In the past weeks, good news stories have hit the headlines. Here are a few rays of sunshine:

•    On 05 March the ASX hit a five-year high, with All Ordinaries closing at 5,457 and the ASX 200 at 5,446.

•    Figures released by the Bureau of Statistics show GDP (gross domestic product) grew 0.8% in the December Quarter, raising the annual rate of growth to 2.8%.  This beat economic forecaster expectations of a 0.7% increase for the quarter and 2.5% for the year.

•    The Australian Industry Group Australian Performance of Services Index (Australian PSI®), which showed a January reading below expansion at 49.3, shot up to 55.2 for January, an increase of 5.8 points. The 55.2 reading has not been that high since March of 2008 and is the first expansion reading (above 50) since January of 2012.

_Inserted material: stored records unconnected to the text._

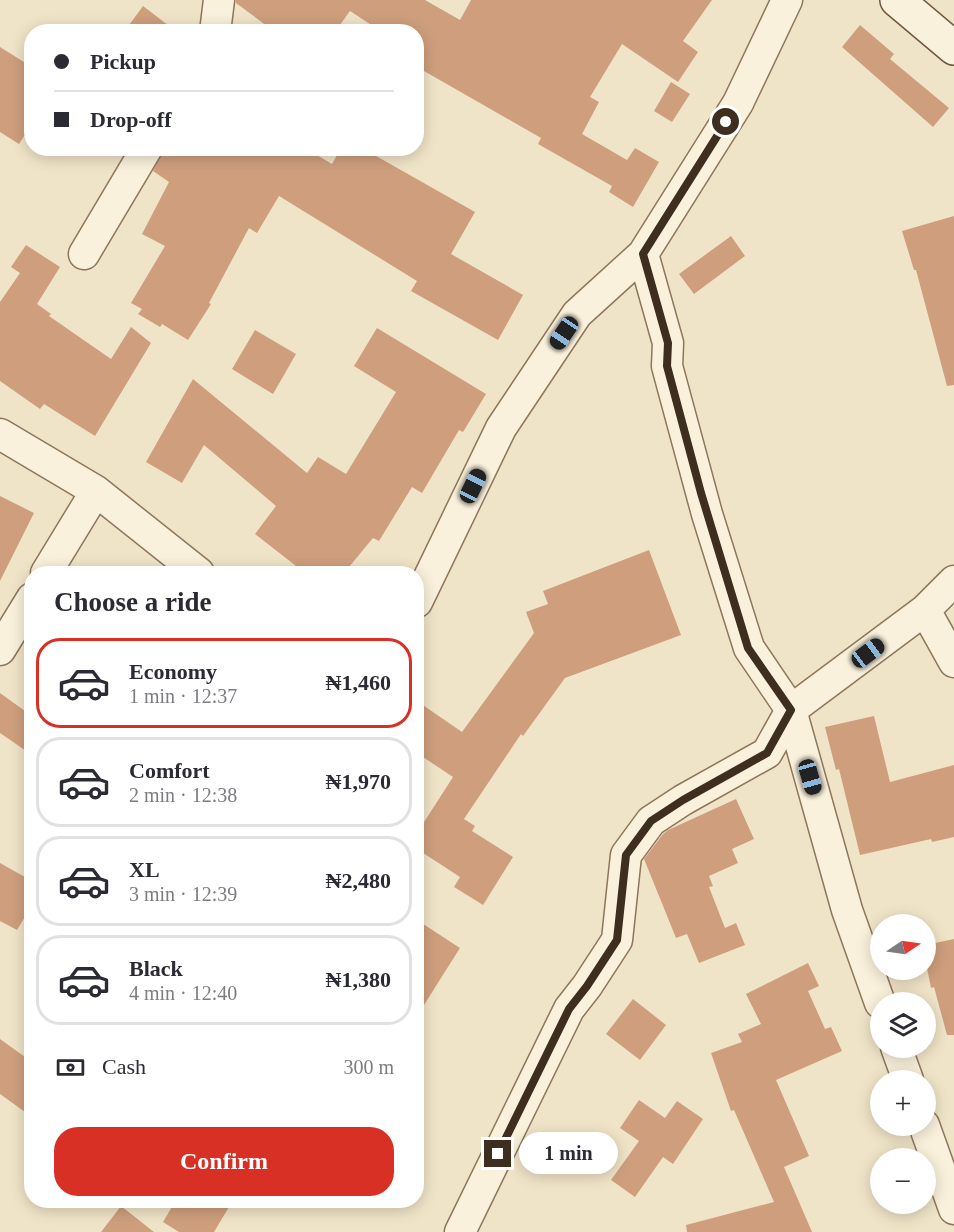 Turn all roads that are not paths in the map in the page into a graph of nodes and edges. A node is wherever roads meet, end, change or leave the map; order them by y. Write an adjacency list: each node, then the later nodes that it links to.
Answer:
1 (219, 0): 4 (street)
2 (787, 0): 8 (street)
3 (897, 0): 5 (main road)
4 (216, 24)
5 (954, 48)
6 (142, 156): 7 (street)
7 (84, 254)
8 (643, 254): 14 (street); 19 (street)
9 (0, 434): 10 (street)
10 (96, 491): 11 (street); 12 (street)
11 (50, 566)
12 (191, 566)
13 (954, 581): 16 (street)
14 (424, 588)
15 (24, 610): 17 (street)
16 (925, 610): 18 (street); 19 (street)
17 (0, 650)
18 (954, 662)
19 (791, 710): 20 (street); 23 (street)
20 (876, 992)
21 (928, 1136): 22 (street)
22 (954, 1209)
23 (460, 1232)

•    The AIG Performance of Manufacturing Index, while still below contraction, rose to 48.6 in February, up 1.9 points from the January reading of 46.7.  The reading had declined for three consecutive months before the current reading broke the trend.

•    Despite the contraction in mining investment spending, the mining sector still contributed most to GDP growth at 0.6%, followed by financials and insurance at 0.5%.

•    The detail confirms that mining output and export earnings are currently the key drivers of growth, taking over from mining investment in previous quarters.

•    The number of full-time employed jumped by 80,500 in January, the biggest increase since 1991.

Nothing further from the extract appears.